Au travers de ce corpus d’images, on peut mettre en évidence plusieurs traits caractéristiques et communs à la vision que nos voisins ont de cette mobilisation :
Tout d’abord, les photographies de ces manifestations rendent plus souvent compte d’un état d’esprit, d’une tension palpable plutôt que de la participation stricte à ces rassemblements. Elles sont indissociables d’une certaine confrontation aux forces de l’ordre. Cette première constatation, presque un truisme en soi, est accentuée par les images publiées sur internet. Les étudiants sont confrontés, souvent avec violence, aux CRS. De plus, les légendes accompagnant les photographies insistent sur ce rapport de force, stigmatisant bien souvent un des deux groupes opposants.
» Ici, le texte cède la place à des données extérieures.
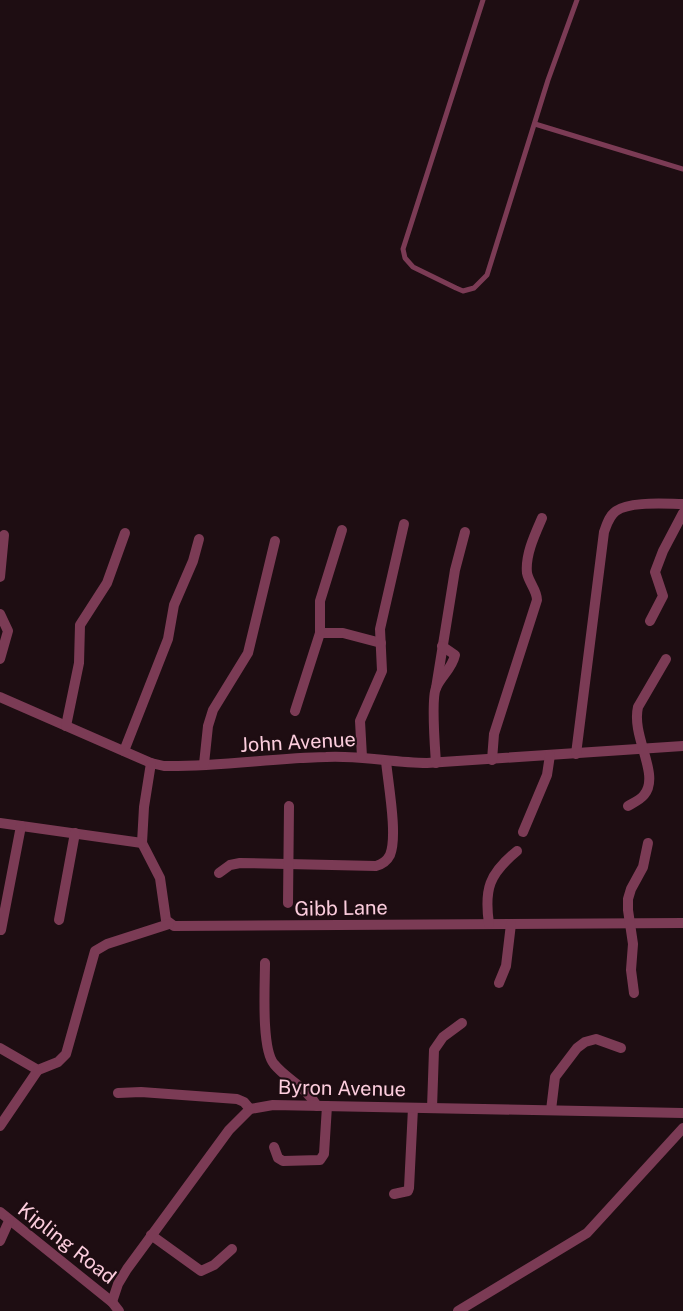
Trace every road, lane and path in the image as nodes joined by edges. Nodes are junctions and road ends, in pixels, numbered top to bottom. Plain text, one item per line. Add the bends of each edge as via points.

Ensuite, on observe que ces photographies renvoient constamment à ce qu’on pourrait appeler une « esthétique de Mai 68 ». Certaines photographies sont en effet visibles sur la toile uniquement en noir et blanc ou bien prises sous des angles improbables, comme si le photographe était pris au milieu d’une mêlée ou comme s’il « battait en retraite ». Ces points de vue sur les manifestations visent de toute évidence à faire croire au lecteur étranger à une confrontation désordonnée si ce n’est violente. Une autre justification (moins biaisée) à ces choix de photographies pourrait être simplement le renvoi à une esthétique qui « parlerait » aux lecteurs étrangers. Nos voisins connaissent non seulement les événements de mai 68, mais ils l’associent également à un certain climat, une certaine tension entre universitaires et Etat. Le choix de ces images double l’impact sur le lecteur qui comprend d’autant plus et plus vite qu’il « connaît » déjà ces images. Le texte attenant vient conforter son impression première. Le problème qui en découle évidemment est le suivant : la situation en France a l’heure actuelle est-elle réellement comparable à celle de Mai 68 ? Le débat est ouvert.